Organizational stuff

WG formation (Dean)
DJ: I drafted the WG charter. No comments that I’ve seen since San Diego in January. If all we need to do is draft a charter and then convince our reps to sponsor it, I think we’re ready. One thing: we in this room decided that we effectively want to work in a living standard way, so the CG does the work and publish its version of the spec, and the WG would occasionally make the formal standard version of it. This is the way some other groups in the W3C work.
- MS: that’s the way the WebAssembly group has been operating for some time and it’s worked out well. No problems with how that’s been done. Existence proof already.
- DJ: don’t remember now whether I did that at the time, whether I copied text from the wasm charter.
- KN: I think you did.
- CW: think all we need to do is include that in the charter.
- DJ: I don’t know the next step. The AC reps that are present, encourage the creation of a new WG? What happens then? Who needs to decide whether we can propose formation of the group?
- MS: internally to w3c, we need to get it to the management team for review. After, next step is to go to the AC. It’s time consuming because of process steps. Generously, min 2 months, but realistically, more time. Good outside goal: have it done by TPAC. Seems realistic at this point. Not sure about group’s plans for meeting at TPAC, but if you had a WG (or even not), you could get space to meet there. Not a requirement, but feedback from others on the w3c leadership team is to make sure that the CG really wants a WG (nobody objecting to having a WG in parallel to the CG). E.g., no idea that the WG’s going to replace the work of the CG, so that you can keep both groups. Might want to consider a call for consensus about whether you want the work to proceed on creating a WG. If you do have agreement, and have that on record, I can point people to that later. Then I can take the charter Dean’s produced and move it forward in the internal steps for W3C. When we get further along in approval, need to have someone who’s agreed to be chair of the WG. Anybody that would commit to being a chair would have to get agreement from management / legal at their company, and that can take time. Don’t need to have that decided before we move the charter along, though.

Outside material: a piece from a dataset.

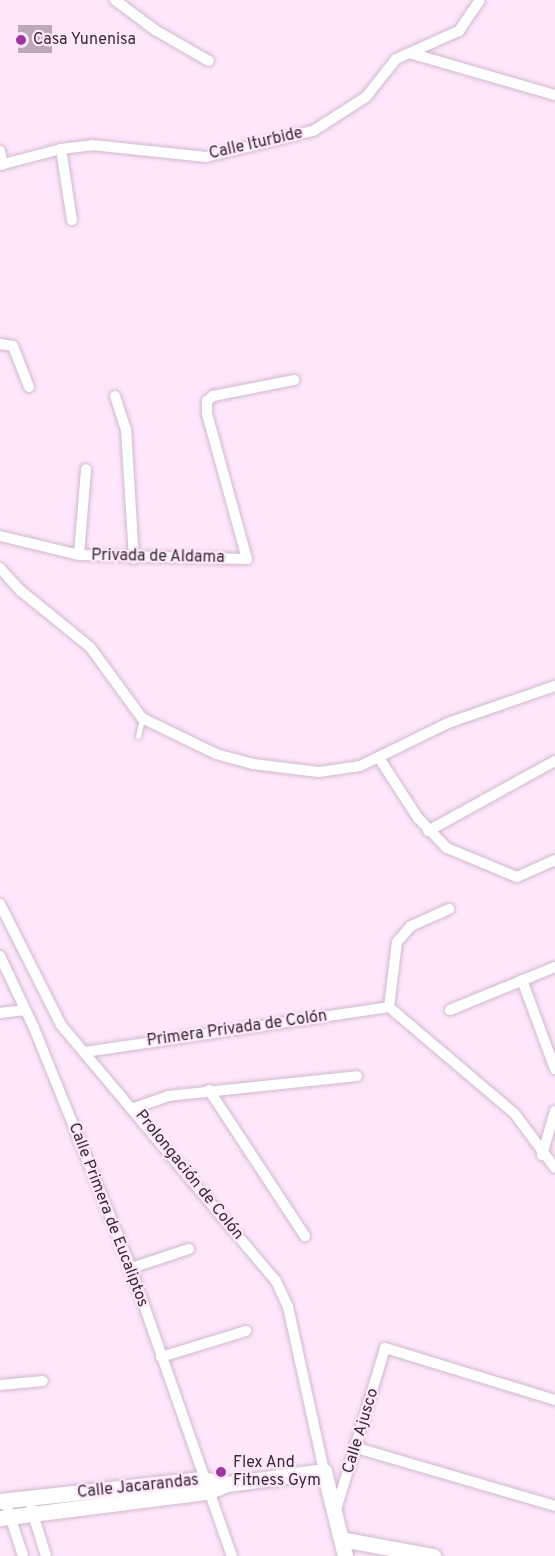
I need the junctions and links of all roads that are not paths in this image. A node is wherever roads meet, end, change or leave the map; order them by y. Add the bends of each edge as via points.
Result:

  - If there are any issues around patents - anybody who believes or thinks there might be a possibility that their company has essential claims the spec might infringe on - better to know earlier rather than later. Once work moves into WG, any org that joins the WG automatically gives implementers of the spec a royalty-free license to patents related to the spec. If you don’t want to do that there’s a whole other process. As far as I’ve heard there aren’t any patent issues.
- DJ: I think that other than double-checking the charter’s using the same terms as the wasm charter, all we need is consensus here, and Mike can then take it.
- CW: additional homework is to contact our legal teams and see if we can join the WG. Also folks should look to propose a chair for the WG.
- DJ: hopefully the chair of the WG doesn’t have much to do. Just move the finished document through the steps the W3C needs.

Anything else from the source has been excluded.